- _What this task involves_: The complete listing goes into the output exactly, without its pictures.
== Segment start ==
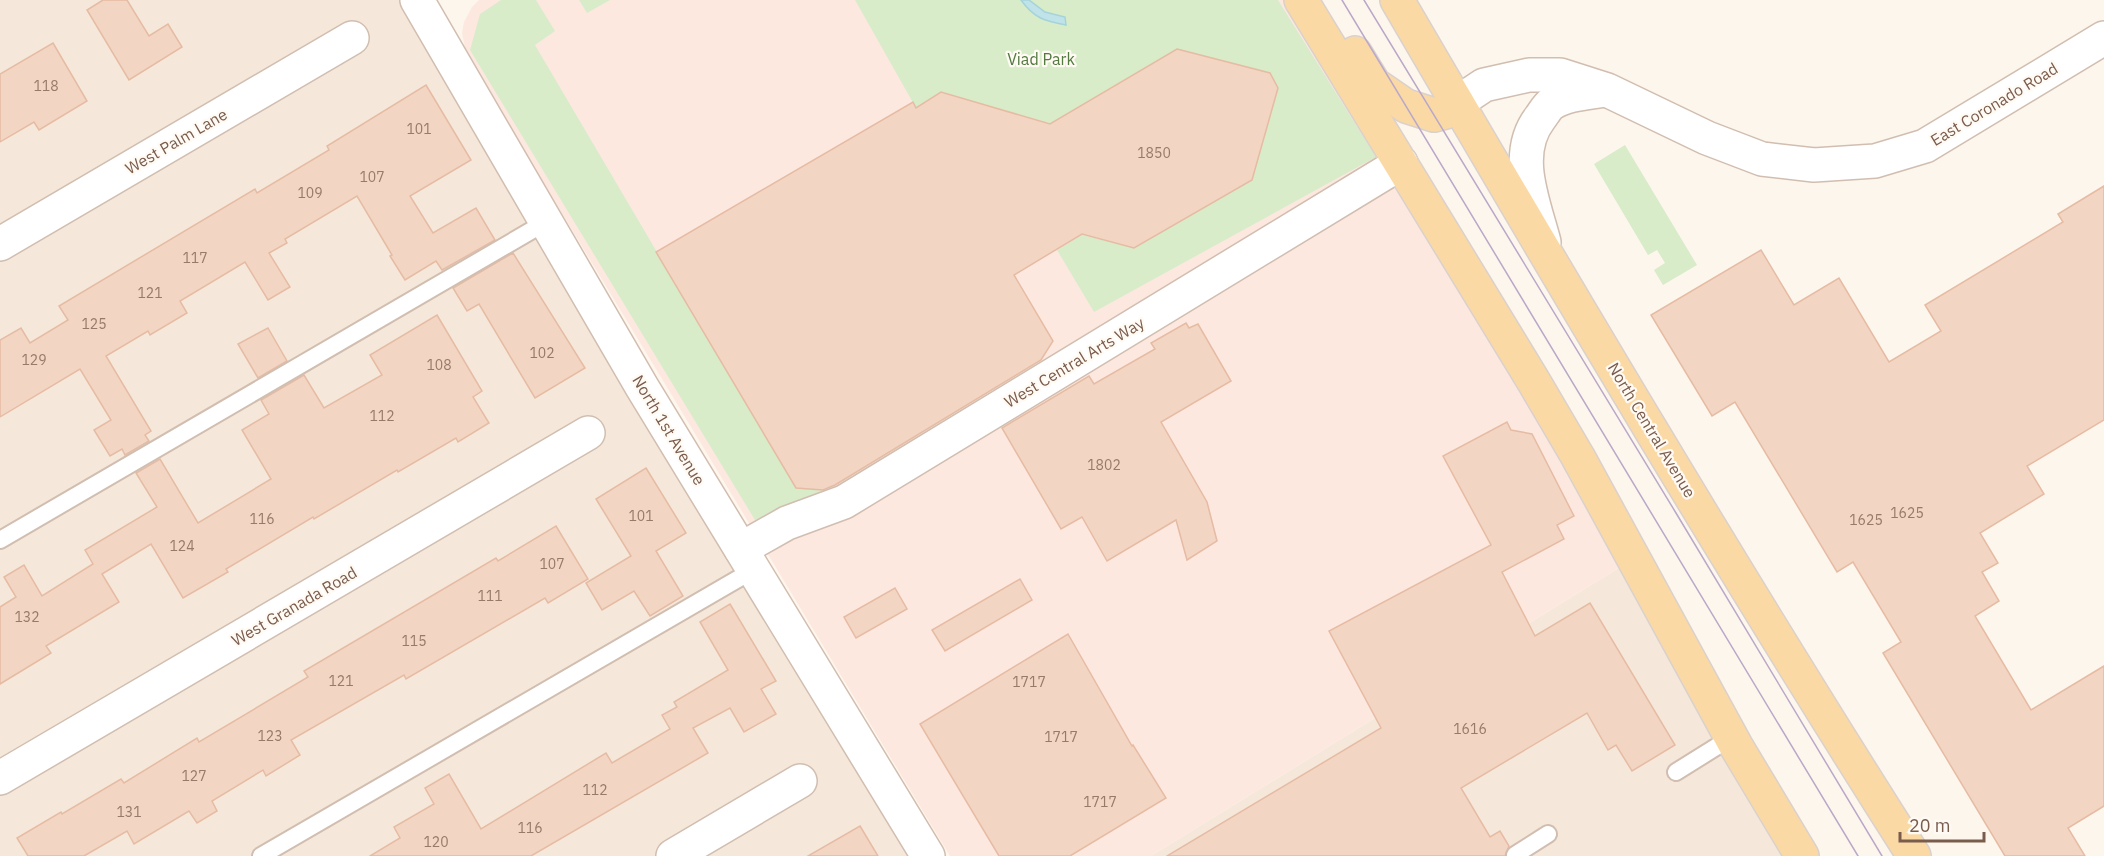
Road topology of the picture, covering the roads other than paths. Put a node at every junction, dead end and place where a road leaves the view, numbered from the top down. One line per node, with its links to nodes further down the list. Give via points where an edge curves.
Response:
1 (1301, 0): 9 (main road)
2 (1323, 0): 8 (main road, via 1374,84 1406,106 1434,115 1449,111)
3 (1396, 0): 8 (main road, North Central Avenue)
4 (426, 3): 10 (street, North 1st Avenue)
5 (352, 38): 11 (street, West Palm Lane)
6 (2104, 38): 7 (street, East Coronado Road, via 1925,146 1875,161 1814,165 1762,159 1707,138)
7 (1607, 90): 8 (street, East Coronado Road, via 1560,75 1529,75 1484,85); 12 (street, via 1550,104 1531,130 1527,175)
8 (1457, 103): 12 (main road, North Central Avenue)
9 (1401, 163): 15 (street, West Central Arts Way, via 844,502 787,523); 16 (main road, via 1578,457)
10 (546, 222): 14 (lane); 15 (street, North 1st Avenue)
11 (0, 244)
12 (1548, 258): 26 (main road, North Central Avenue)
13 (588, 433): 18 (street, West Granada Road)
14 (0, 540)
15 (748, 559): 22 (lane); 24 (street, North 1st Avenue)
16 (1732, 737): 17 (lane); 25 (main road)
17 (1676, 772)
18 (0, 778)
19 (800, 781): 23 (street)
20 (1548, 834): 21 (lane)
21 (1515, 855)
22 (261, 856)
23 (673, 856)
24 (928, 856)
25 (1802, 856)
26 (1914, 856)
== Segment end ==
- _Answer to the exercise_:
Road topology of the picture, covering the roads other than paths. Put a node at every junction, dead end and place where a road leaves the view, numbered from the top down. One line per node, with its links to nodes further down the list. Give via points where an edge curves.
Response:
1 (1301, 0): 9 (main road)
2 (1323, 0): 8 (main road, via 1374,84 1406,106 1434,115 1449,111)
3 (1396, 0): 8 (main road, North Central Avenue)
4 (426, 3): 10 (street, North 1st Avenue)
5 (352, 38): 11 (street, West Palm Lane)
6 (2104, 38): 7 (street, East Coronado Road, via 1925,146 1875,161 1814,165 1762,159 1707,138)
7 (1607, 90): 8 (street, East Coronado Road, via 1560,75 1529,75 1484,85); 12 (street, via 1550,104 1531,130 1527,175)
8 (1457, 103): 12 (main road, North Central Avenue)
9 (1401, 163): 15 (street, West Central Arts Way, via 844,502 787,523); 16 (main road, via 1578,457)
10 (546, 222): 14 (lane); 15 (street, North 1st Avenue)
11 (0, 244)
12 (1548, 258): 26 (main road, North Central Avenue)
13 (588, 433): 18 (street, West Granada Road)
14 (0, 540)
15 (748, 559): 22 (lane); 24 (street, North 1st Avenue)
16 (1732, 737): 17 (lane); 25 (main road)
17 (1676, 772)
18 (0, 778)
19 (800, 781): 23 (street)
20 (1548, 834): 21 (lane)
21 (1515, 855)
22 (261, 856)
23 (673, 856)
24 (928, 856)
25 (1802, 856)
26 (1914, 856)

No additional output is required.